(Stored items)
*** Block opens ***
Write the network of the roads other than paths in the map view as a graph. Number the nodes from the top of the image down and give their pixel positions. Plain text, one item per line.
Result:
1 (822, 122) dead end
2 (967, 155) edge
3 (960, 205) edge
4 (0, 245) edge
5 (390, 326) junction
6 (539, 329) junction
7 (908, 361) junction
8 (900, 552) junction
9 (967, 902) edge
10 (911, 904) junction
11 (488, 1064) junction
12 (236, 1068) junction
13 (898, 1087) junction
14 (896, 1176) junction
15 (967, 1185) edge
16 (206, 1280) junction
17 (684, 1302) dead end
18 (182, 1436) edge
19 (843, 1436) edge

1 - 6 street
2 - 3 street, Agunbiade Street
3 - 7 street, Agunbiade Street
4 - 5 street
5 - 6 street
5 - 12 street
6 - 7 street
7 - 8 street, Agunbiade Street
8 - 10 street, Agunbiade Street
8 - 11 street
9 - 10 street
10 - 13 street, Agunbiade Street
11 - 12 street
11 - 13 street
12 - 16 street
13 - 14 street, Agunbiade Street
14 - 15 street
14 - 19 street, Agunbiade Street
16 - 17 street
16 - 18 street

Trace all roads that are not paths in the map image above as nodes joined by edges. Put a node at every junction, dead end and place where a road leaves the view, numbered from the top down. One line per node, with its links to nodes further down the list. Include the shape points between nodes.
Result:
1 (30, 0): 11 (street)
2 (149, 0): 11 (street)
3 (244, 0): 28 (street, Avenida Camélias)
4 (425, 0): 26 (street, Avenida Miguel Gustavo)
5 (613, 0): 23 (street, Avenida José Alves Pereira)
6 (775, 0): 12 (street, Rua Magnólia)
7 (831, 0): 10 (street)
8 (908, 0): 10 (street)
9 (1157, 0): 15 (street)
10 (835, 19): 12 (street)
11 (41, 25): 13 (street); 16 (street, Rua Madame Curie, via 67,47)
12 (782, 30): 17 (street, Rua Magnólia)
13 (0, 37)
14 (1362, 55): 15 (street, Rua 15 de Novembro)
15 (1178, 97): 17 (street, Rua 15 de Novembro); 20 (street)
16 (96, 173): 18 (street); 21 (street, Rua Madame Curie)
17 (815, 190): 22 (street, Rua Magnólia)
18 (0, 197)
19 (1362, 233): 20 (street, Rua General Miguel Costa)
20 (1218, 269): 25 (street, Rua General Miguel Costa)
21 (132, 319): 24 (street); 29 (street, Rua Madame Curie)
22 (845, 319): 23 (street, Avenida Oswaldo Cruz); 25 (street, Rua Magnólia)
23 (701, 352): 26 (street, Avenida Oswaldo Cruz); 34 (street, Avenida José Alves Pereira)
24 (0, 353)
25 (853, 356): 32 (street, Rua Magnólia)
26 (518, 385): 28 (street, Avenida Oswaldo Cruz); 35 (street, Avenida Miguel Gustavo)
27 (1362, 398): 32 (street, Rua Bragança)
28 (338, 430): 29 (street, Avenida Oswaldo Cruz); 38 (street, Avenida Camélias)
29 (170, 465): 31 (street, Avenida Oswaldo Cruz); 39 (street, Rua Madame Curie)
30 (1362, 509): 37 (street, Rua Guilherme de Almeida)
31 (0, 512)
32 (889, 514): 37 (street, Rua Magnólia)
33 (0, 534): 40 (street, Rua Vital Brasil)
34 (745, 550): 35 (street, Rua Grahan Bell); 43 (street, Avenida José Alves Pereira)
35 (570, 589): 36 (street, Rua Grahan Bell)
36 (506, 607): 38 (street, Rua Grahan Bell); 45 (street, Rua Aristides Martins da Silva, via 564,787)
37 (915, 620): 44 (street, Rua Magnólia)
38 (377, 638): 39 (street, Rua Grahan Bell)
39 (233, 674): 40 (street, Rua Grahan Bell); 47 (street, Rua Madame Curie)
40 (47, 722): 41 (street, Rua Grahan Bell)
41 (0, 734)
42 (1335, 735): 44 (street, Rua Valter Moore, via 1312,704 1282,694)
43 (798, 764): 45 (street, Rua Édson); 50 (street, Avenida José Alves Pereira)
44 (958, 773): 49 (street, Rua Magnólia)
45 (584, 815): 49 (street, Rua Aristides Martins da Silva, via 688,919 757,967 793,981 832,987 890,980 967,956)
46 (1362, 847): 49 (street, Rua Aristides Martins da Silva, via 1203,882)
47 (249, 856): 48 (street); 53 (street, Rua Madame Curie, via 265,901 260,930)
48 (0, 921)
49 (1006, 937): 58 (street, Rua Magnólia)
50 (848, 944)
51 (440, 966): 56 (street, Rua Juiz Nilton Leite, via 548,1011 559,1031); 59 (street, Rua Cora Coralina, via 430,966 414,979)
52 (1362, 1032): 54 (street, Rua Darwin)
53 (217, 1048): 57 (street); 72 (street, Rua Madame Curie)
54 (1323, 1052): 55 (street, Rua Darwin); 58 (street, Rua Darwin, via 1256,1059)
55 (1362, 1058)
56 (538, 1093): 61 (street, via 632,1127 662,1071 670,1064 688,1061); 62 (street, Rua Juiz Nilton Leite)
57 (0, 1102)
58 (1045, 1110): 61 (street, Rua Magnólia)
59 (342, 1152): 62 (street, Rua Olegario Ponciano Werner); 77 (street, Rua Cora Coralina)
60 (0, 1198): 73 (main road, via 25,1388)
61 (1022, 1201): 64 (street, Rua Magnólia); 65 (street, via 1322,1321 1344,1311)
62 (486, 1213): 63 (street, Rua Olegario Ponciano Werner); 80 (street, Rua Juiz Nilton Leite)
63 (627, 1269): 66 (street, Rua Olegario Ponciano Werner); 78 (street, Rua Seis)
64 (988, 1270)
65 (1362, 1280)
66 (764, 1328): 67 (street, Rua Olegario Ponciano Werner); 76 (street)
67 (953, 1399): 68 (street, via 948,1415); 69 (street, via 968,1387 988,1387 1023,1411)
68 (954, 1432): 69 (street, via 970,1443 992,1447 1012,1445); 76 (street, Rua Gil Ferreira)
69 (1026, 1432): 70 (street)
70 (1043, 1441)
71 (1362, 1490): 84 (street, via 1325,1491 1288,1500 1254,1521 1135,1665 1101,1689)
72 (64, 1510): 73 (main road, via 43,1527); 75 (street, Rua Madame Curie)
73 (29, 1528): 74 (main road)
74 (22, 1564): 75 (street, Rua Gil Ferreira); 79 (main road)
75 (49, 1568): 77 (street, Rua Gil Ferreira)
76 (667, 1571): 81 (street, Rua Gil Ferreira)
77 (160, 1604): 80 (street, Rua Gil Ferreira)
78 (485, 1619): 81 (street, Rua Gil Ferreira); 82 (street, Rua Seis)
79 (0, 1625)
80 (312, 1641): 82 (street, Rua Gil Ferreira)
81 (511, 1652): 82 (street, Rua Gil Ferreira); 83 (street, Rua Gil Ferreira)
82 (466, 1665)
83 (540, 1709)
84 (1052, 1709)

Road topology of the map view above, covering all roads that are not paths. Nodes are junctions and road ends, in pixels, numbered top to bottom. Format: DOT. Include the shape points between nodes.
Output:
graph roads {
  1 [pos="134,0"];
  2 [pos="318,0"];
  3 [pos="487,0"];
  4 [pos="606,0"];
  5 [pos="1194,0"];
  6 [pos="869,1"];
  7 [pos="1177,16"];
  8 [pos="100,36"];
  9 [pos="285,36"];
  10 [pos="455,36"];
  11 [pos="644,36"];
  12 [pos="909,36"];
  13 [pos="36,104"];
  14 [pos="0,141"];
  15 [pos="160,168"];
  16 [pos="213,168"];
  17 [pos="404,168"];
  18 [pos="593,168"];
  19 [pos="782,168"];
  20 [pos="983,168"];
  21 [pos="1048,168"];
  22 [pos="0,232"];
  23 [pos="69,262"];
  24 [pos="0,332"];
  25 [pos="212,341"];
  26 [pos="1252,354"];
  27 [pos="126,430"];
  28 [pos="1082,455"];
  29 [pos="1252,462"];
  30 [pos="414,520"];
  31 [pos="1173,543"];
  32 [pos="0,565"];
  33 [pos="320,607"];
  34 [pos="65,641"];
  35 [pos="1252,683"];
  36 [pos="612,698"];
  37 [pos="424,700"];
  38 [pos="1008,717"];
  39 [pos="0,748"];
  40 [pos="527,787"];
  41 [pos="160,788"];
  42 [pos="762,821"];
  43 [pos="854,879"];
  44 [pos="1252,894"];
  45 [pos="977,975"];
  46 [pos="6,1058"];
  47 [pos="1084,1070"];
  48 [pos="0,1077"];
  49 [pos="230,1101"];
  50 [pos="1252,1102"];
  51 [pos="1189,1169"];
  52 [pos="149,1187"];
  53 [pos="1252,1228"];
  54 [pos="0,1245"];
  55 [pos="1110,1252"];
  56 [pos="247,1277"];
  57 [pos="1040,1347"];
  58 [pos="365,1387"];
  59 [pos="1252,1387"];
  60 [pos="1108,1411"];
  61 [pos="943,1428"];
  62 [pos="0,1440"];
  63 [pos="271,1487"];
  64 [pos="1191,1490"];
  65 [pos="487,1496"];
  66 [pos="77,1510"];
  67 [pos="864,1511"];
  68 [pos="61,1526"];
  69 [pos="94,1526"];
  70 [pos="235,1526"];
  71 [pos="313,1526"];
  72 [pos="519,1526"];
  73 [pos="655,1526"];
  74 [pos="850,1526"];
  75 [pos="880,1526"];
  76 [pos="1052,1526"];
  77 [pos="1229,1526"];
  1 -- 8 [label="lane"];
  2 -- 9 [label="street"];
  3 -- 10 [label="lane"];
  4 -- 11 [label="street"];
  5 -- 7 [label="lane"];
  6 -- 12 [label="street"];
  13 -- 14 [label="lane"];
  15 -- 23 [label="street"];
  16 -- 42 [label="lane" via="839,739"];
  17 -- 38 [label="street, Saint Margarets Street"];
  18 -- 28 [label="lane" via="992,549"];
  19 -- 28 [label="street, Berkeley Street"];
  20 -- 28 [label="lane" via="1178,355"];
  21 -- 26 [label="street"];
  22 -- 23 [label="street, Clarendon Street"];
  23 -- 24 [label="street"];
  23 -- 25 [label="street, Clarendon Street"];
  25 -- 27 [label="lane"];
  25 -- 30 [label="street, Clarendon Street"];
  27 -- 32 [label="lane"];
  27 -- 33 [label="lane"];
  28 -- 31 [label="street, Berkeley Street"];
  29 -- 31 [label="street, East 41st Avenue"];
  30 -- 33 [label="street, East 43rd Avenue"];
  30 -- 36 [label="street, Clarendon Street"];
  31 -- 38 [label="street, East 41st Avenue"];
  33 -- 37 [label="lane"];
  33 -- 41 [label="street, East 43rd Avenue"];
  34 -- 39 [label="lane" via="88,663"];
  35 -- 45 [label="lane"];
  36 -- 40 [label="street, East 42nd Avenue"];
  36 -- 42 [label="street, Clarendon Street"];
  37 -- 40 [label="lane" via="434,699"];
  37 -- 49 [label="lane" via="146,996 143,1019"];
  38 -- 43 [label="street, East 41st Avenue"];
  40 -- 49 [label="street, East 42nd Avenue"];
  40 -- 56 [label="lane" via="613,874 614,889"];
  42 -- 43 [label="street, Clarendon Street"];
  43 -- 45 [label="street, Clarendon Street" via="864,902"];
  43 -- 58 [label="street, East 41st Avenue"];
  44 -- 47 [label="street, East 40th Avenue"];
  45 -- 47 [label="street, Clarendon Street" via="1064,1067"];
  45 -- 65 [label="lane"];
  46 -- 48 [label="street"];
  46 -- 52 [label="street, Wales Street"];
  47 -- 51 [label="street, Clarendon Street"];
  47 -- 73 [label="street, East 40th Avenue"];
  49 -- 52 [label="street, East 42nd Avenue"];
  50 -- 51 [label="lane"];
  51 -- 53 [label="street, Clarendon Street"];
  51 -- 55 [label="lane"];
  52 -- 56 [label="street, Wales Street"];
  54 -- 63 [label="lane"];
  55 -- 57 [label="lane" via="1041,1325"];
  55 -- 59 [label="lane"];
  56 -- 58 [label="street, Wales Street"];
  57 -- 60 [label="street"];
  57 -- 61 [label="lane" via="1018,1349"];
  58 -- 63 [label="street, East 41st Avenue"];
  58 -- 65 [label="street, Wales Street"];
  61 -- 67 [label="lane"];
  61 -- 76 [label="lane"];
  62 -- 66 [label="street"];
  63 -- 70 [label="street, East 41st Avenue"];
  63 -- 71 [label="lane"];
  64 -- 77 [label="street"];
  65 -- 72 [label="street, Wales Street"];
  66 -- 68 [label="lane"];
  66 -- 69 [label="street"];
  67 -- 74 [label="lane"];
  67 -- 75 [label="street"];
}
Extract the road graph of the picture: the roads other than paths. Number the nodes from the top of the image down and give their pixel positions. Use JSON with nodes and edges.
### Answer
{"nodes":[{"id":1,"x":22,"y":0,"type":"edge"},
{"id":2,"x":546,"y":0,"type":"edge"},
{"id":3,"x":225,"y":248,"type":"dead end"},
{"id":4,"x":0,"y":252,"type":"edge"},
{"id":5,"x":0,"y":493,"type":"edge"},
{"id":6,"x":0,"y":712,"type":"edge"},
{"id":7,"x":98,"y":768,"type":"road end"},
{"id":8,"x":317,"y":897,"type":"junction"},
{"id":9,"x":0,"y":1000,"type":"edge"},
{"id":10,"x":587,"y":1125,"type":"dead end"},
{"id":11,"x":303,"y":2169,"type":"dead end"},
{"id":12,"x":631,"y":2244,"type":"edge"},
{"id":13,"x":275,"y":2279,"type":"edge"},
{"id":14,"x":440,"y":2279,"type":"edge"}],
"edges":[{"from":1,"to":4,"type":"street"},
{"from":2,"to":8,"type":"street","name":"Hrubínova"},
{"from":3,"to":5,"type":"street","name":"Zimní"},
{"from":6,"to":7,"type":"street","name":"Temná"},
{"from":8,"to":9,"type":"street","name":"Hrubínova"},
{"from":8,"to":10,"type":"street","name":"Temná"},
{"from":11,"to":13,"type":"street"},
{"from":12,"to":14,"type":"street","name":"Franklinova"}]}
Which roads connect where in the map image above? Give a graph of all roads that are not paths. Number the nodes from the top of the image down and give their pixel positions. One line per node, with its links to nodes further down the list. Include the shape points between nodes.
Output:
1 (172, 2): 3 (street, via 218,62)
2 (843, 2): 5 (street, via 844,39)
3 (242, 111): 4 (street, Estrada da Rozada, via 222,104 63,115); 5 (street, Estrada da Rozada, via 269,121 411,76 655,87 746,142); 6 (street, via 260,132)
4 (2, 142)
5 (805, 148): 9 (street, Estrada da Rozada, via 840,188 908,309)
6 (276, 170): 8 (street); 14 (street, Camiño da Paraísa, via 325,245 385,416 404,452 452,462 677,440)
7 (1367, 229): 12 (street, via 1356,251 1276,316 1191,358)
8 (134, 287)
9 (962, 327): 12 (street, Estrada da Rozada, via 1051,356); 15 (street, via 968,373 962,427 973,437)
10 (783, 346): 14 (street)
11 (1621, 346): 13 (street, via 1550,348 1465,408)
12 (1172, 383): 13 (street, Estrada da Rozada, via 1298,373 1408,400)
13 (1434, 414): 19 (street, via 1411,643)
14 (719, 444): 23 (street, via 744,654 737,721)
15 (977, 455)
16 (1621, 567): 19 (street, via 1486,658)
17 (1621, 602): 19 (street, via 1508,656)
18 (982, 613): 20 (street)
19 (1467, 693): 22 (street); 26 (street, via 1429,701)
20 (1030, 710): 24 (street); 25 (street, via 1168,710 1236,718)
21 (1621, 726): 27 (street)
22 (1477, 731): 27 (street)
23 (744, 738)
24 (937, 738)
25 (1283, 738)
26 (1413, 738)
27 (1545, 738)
*** Block closes ***
■ Task to complete
Report back every line of the entries in which "Estrada" occurs.

■ Response area
3 (242, 111): 4 (street, Estrada da Rozada, via 222,104 63,115); 5 (street, Estrada da Rozada, via 269,121 411,76 655,87 746,142); 6 (street, via 260,132)
5 (805, 148): 9 (street, Estrada da Rozada, via 840,188 908,309)
9 (962, 327): 12 (street, Estrada da Rozada, via 1051,356); 15 (street, via 968,373 962,427 973,437)
12 (1172, 383): 13 (street, Estrada da Rozada, via 1298,373 1408,400)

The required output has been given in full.